Es geht also – um das hier deutlich hervorzuheben – nicht um alle, die unter rechtlicher Betreuung stehen, sondern um eine bestimmte Gruppe: Betreuungen werden vom Betreuungsgericht immer dann angeordnet, wenn Betroffene aufgrund von psychischen Krankheiten oder Behinderungen ihre rechtlichen Angelegenheiten nicht mehr selbst regeln können. Die Betreuung darf sich dabei jedoch nur auf solche Aufgabenbereiche beziehen, die die Betroffenen nicht eigenständig erledigen können. Ist das Betreuungsgericht der Auffassung, dass der Betroffene keinerlei rechtliche Angelegenheiten mehr selbstständig regeln kann, so ordnet es eine dauerhafte Vollbetreuung an. Damit wird den Betroffenen gleichzeitig und automatisch auf der Grundlage des § 13 Nr. 2 BWG auch das Wahlrecht entzogen.

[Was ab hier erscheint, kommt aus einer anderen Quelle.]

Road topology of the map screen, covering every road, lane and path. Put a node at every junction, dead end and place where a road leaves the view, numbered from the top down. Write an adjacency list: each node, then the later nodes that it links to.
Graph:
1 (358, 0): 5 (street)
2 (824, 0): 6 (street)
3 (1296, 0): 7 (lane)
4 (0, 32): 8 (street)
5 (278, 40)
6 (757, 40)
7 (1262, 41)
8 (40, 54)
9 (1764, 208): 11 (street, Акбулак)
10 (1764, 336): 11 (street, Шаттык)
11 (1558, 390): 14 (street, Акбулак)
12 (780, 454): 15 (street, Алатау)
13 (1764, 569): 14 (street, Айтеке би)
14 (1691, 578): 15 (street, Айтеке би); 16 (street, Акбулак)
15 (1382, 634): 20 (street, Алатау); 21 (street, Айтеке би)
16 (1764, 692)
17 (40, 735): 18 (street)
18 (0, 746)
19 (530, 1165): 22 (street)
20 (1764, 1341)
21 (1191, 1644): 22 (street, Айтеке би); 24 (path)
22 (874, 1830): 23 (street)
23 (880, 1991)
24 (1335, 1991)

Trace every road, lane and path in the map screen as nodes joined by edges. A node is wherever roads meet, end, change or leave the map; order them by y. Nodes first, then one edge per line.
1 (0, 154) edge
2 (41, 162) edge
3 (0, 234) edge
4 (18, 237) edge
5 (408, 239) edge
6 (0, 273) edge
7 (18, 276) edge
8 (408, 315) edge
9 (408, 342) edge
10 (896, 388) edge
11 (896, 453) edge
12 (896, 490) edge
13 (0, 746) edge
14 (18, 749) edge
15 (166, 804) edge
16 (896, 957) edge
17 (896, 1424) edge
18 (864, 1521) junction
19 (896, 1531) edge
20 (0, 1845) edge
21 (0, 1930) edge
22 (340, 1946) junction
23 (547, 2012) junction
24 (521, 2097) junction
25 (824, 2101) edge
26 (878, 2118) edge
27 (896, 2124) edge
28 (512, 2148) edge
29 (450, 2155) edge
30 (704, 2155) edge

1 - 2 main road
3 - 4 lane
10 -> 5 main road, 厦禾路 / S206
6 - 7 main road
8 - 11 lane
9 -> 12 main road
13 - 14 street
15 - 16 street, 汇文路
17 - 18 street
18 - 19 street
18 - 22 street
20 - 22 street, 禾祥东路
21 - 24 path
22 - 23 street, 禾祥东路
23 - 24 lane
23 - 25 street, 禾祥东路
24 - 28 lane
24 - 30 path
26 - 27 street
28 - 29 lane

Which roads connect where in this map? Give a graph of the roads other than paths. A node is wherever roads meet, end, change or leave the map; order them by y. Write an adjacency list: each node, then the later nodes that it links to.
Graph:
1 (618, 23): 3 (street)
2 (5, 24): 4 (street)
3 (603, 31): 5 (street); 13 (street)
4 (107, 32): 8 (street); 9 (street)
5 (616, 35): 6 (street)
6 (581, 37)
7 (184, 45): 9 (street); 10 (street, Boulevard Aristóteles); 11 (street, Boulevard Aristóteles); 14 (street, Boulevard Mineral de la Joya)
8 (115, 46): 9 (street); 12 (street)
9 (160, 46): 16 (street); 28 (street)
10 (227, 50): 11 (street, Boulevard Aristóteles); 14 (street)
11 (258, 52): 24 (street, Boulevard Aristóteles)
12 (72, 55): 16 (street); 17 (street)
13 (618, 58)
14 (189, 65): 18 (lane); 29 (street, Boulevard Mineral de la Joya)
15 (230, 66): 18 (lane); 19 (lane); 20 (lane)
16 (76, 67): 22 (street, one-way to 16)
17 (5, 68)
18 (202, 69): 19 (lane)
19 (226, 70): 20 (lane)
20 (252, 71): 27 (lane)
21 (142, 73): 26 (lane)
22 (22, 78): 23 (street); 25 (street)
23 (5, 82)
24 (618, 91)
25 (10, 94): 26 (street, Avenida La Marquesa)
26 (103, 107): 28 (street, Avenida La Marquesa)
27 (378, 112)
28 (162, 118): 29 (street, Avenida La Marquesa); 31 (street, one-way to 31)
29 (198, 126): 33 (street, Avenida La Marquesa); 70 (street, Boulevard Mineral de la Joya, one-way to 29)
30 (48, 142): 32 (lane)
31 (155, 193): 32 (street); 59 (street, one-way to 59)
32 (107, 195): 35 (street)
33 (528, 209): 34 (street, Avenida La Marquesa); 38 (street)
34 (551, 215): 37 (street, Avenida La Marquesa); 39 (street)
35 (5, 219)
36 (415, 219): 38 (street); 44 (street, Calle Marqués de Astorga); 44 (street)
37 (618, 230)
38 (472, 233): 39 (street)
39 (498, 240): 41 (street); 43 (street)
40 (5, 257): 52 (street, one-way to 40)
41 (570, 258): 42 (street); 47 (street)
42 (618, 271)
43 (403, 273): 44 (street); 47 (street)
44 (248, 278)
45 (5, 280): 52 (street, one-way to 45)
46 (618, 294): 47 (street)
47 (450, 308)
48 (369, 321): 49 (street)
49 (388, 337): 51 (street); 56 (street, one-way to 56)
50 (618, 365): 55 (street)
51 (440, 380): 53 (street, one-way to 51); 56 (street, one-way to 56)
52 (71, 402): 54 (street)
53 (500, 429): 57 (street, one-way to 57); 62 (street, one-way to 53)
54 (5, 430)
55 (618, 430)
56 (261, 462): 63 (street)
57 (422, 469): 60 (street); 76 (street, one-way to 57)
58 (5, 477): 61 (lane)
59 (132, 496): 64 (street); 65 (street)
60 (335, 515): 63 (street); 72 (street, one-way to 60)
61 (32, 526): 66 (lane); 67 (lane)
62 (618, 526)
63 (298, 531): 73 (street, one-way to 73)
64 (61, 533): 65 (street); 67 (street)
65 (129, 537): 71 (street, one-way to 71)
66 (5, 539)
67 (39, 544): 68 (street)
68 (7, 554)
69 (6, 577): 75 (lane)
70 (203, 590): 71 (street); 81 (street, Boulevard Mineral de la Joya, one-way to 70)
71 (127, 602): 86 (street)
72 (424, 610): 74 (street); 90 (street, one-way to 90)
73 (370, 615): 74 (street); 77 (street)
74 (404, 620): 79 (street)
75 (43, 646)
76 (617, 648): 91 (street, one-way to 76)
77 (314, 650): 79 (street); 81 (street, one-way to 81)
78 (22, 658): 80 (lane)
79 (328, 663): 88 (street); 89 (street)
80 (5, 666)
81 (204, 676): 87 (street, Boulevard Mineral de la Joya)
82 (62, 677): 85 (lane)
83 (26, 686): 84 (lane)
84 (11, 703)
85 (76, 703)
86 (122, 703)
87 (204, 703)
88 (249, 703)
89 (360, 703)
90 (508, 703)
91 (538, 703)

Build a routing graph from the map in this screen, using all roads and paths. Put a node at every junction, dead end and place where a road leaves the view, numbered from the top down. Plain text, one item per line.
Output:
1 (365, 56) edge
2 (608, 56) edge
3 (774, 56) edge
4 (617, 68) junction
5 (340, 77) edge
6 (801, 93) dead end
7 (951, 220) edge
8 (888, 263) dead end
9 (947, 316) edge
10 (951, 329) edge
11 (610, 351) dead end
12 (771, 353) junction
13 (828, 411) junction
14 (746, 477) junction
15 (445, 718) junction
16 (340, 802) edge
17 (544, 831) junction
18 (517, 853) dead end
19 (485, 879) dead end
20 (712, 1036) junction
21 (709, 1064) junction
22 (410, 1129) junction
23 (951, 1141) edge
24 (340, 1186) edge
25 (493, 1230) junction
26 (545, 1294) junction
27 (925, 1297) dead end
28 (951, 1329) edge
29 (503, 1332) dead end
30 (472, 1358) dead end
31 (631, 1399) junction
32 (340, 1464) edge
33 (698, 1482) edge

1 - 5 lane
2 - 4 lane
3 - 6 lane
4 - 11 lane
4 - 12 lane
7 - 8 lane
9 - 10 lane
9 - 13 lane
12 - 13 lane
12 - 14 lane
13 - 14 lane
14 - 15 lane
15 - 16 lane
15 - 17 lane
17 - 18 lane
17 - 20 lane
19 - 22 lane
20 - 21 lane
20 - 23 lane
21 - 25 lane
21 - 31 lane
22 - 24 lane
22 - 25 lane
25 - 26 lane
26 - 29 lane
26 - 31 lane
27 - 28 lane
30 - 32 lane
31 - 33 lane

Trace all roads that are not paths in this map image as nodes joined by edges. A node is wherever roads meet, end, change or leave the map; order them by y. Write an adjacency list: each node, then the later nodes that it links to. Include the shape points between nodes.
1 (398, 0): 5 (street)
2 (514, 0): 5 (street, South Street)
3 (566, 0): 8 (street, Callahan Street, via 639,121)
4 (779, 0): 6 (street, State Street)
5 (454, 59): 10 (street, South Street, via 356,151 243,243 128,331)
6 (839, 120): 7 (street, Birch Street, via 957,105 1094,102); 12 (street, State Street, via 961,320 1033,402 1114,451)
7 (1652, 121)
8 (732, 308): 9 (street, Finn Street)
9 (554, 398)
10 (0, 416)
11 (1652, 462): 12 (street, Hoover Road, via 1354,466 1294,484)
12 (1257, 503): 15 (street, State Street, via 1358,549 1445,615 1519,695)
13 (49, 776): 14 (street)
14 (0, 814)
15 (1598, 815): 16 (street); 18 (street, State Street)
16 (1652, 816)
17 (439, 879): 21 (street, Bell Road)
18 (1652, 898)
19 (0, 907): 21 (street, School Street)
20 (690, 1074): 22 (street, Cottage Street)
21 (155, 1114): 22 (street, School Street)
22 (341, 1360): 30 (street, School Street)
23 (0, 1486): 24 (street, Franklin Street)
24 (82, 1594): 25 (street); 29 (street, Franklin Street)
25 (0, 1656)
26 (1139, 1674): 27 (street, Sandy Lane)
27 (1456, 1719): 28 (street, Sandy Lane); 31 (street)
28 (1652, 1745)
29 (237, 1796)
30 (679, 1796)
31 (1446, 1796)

Woher kommen die zitierten Zahlen? Sie sind einer Studie für das Bundesministerium für Arbeit und Soziales entnommen, die im Juni 2016 veröffentlicht worden ist:

BMAS (2016): Studie zum aktiven und passiven Wahlrecht von Menschen  mit Behinderungen. BMAS-Forschungsbericht 470, Berlin, Juni 2016

Dieses Gutachten wurde von dem Bundestagsabgeordneten Matthias Bartke, Justiziar der SPD-Bundestagsfraktion und Vorsitzender der Lebenshilfe Hamburg, in seinem Beitrag Ungleiche Wahl aufgegriffen:

»Das Bundesministerium für Arbeit und Soziales hat bereits in der vergangenen Legislaturperiode ein Gutachten in Auftrag gegeben, das den Wahlrechtsausschluss aus unterschiedlichen fachlichen Blickwinkeln untersuchen sollte. Das umfangreiche Gutachten liegt seit einem Jahr vor und ist alarmierend. So wird festgestellt, dass Vollbetreute nicht unbedingt schwer beeinträchtigt sind. Viele Personen mit schwersten geistigen Behinderungen sind überhaupt nicht voll betreut, weil dies aufgrund ihrer Dauerhospitalisierung nicht erforderlich ist, sprich: Sie nehmen am öffentlichen Leben nicht mehr teil. Gleichwohl sind sie wahlberechtigt. Viele leichtgradig beeinträchtigte Personen hingegen sind auf eigenen Wunsch hin aus Selbstschutz vor Risiken voll betreut. Viele von ihnen allerdings sind politisch informiert und entscheidungsfähig. Sie wollen wählen.

Weiter wird festgestellt, dass 2014 und 2015 in Deutschland 81.220 Vollbetreute vom Wahlrecht ausgeschlossen waren. Dabei gibt es ein starkes regionales Ungleichgewicht. Während in Hamburg und Bremen auf je 100.000 Bürger jeweils weniger als zehn Wahlrechtsentzüge kommen, sind es in Nordrhein-Westfalen 165 und in Bayern sogar 204. In Bayern ist die Wahrscheinlichkeit eines Wahlrechtsausschlusses also um ein Zigfaches höher als in Bremen. Als könne es ernsthaft vom Wohnort abhängen, ob und wann eine Vollbetreuung angeordnet wird.«

Das allgemeine Wahlrecht und damit ein ganz zentrales Grundrechts des Bürgers geht – quasi als Nebenwirkung – automatisch verloren, wenn das Gericht zu der Auffassung gelangt, dass eine Vollbetreuung notwendig ist.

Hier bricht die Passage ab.